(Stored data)
:::

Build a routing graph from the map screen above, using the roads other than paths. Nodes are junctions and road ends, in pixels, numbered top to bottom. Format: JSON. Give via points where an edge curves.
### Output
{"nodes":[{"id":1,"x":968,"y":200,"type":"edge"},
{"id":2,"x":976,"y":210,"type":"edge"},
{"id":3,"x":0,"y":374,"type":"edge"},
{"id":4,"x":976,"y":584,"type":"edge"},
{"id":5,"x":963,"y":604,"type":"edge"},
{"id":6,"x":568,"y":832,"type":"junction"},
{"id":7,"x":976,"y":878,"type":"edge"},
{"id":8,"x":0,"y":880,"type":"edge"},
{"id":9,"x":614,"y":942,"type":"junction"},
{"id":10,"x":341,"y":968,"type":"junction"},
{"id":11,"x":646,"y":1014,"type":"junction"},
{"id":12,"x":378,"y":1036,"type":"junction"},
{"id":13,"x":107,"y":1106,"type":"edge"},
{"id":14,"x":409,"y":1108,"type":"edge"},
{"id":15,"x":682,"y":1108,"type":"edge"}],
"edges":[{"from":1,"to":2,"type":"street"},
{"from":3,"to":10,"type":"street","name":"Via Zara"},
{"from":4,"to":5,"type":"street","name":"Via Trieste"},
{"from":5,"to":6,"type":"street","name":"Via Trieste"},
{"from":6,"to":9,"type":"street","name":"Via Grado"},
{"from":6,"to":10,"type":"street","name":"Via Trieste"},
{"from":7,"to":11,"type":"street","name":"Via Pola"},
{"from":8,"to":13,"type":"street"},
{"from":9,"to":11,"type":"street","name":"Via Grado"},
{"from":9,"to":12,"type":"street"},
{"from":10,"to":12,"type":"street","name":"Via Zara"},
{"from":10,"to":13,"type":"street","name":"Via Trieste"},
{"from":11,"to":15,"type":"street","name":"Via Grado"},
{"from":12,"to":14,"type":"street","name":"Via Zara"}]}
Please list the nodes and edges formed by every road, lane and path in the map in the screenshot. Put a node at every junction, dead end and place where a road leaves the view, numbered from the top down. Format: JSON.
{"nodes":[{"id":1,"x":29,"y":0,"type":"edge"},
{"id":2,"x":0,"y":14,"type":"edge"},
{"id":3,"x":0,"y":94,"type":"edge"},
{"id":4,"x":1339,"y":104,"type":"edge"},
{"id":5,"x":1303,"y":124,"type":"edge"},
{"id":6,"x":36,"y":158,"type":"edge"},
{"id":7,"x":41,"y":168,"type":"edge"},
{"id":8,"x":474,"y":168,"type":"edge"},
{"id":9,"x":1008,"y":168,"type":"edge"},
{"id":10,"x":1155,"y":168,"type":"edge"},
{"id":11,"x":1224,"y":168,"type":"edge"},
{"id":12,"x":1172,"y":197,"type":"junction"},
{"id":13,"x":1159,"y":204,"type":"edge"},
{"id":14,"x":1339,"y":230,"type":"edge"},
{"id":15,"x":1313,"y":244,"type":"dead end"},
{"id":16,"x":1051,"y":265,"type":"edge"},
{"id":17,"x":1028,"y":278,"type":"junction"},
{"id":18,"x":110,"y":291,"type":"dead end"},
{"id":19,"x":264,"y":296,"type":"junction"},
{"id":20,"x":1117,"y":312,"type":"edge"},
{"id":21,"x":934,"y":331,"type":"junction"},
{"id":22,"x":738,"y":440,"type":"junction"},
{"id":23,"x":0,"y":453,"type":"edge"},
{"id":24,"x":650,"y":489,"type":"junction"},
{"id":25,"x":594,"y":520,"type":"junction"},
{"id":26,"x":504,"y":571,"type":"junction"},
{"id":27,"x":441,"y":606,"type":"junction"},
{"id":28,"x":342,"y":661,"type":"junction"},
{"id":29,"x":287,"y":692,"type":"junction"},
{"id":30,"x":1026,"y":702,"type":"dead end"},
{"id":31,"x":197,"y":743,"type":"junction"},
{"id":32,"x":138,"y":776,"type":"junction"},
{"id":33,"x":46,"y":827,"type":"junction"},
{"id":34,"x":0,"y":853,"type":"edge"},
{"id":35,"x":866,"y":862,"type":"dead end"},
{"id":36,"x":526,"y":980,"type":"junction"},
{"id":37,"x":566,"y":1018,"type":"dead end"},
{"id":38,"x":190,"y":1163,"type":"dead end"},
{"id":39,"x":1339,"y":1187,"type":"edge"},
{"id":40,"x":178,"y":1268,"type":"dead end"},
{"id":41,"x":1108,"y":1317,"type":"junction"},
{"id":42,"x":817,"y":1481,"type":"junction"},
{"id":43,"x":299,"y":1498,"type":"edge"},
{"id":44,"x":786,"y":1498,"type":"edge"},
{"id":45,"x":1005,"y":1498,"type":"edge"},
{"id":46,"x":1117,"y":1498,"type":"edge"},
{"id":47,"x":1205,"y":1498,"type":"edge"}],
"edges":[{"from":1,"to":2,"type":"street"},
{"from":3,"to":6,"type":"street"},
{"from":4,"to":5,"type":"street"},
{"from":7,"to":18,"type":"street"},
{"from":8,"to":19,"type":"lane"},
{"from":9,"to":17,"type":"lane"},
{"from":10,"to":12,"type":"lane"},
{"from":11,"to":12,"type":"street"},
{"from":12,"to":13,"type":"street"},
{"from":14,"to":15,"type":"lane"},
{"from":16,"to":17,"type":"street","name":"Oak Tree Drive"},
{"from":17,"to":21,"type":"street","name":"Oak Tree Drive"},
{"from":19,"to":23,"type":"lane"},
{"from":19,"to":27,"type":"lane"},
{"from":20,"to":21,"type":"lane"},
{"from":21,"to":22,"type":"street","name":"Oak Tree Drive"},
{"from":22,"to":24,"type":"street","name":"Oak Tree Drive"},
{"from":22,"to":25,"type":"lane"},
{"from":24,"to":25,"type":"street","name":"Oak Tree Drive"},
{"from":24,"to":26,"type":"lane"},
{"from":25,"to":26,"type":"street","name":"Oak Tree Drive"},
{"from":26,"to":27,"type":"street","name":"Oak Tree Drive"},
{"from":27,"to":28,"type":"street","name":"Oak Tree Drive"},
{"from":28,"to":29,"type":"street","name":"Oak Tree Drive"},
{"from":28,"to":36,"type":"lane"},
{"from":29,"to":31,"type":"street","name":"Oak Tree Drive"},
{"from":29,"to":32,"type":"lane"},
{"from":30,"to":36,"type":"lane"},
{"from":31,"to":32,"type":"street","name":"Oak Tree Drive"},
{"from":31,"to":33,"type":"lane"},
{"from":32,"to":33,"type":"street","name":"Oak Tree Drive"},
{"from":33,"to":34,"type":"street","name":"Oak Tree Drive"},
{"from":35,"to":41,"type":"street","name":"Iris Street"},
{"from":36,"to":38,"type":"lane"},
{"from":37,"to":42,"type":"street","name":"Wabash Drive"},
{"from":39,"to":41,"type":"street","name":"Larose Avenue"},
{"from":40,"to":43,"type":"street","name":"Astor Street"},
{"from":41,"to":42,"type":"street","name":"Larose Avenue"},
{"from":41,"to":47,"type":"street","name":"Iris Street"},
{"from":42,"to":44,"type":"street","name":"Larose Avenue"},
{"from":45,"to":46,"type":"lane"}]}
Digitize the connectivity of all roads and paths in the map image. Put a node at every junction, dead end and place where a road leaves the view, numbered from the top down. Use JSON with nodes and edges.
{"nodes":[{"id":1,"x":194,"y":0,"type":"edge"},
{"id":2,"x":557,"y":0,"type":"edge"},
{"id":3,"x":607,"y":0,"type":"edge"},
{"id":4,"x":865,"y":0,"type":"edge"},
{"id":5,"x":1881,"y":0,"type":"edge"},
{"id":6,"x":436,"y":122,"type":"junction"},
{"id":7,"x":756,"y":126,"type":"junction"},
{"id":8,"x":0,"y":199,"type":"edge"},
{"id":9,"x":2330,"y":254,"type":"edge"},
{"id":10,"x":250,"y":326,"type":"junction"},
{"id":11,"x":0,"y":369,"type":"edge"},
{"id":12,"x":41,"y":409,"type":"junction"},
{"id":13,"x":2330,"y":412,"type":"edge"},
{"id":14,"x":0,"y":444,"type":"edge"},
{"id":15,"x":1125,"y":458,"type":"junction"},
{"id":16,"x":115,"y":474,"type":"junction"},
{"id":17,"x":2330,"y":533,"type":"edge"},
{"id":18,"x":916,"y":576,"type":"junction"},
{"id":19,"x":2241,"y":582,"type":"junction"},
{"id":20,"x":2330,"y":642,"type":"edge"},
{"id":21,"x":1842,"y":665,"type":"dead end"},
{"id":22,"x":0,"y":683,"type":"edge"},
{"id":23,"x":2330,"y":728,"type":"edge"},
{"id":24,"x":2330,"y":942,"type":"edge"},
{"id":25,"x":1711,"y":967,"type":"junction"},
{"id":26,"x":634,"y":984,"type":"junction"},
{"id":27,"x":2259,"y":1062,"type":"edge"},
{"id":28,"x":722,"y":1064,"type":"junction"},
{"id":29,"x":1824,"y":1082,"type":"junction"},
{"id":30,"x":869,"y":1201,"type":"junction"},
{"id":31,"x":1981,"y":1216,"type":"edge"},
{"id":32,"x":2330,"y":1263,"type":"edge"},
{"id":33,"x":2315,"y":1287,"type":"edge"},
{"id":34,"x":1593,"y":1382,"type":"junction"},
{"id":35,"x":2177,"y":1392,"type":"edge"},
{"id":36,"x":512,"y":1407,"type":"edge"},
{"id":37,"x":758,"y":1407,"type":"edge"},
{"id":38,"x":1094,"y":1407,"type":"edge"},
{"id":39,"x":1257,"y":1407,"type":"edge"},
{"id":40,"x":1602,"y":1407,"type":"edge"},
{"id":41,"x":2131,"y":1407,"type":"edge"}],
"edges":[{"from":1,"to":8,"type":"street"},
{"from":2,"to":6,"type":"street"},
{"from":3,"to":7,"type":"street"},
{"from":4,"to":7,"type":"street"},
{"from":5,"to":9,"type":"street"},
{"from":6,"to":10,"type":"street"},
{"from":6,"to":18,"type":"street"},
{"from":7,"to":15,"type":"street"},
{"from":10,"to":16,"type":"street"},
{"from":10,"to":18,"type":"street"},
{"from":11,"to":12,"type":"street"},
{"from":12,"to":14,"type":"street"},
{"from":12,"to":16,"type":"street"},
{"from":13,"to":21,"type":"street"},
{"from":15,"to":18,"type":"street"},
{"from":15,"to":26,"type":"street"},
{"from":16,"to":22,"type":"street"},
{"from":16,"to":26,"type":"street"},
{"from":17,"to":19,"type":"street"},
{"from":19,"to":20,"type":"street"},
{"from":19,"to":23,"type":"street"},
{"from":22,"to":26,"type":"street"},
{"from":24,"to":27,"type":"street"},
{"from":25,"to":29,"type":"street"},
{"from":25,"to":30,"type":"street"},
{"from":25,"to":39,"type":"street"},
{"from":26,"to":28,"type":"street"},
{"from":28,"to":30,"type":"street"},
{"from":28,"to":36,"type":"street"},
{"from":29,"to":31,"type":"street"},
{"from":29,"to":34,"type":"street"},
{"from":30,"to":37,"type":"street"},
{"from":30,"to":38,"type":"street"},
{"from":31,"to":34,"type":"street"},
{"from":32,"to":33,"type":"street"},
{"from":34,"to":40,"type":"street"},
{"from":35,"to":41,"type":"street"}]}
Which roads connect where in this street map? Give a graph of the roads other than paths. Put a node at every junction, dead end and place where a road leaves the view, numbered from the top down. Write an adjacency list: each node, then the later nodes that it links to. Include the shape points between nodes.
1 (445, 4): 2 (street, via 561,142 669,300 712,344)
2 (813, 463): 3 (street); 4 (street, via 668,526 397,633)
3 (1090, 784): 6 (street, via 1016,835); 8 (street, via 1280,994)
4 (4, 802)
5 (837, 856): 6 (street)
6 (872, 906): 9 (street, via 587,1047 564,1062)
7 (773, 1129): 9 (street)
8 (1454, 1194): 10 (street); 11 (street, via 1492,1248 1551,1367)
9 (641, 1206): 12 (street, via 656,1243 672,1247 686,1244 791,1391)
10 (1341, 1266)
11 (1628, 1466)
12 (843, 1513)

:::

> _Exercise_
All lines above containing the string "Format": copy each one.

> _Task result_
Build a routing graph from the map screen above, using the roads other than paths. Nodes are junctions and road ends, in pixels, numbered top to bottom. Format: JSON. Give via points where an edge curves.
Please list the nodes and edges formed by every road, lane and path in the map in the screenshot. Put a node at every junction, dead end and place where a road leaves the view, numbered from the top down. Format: JSON.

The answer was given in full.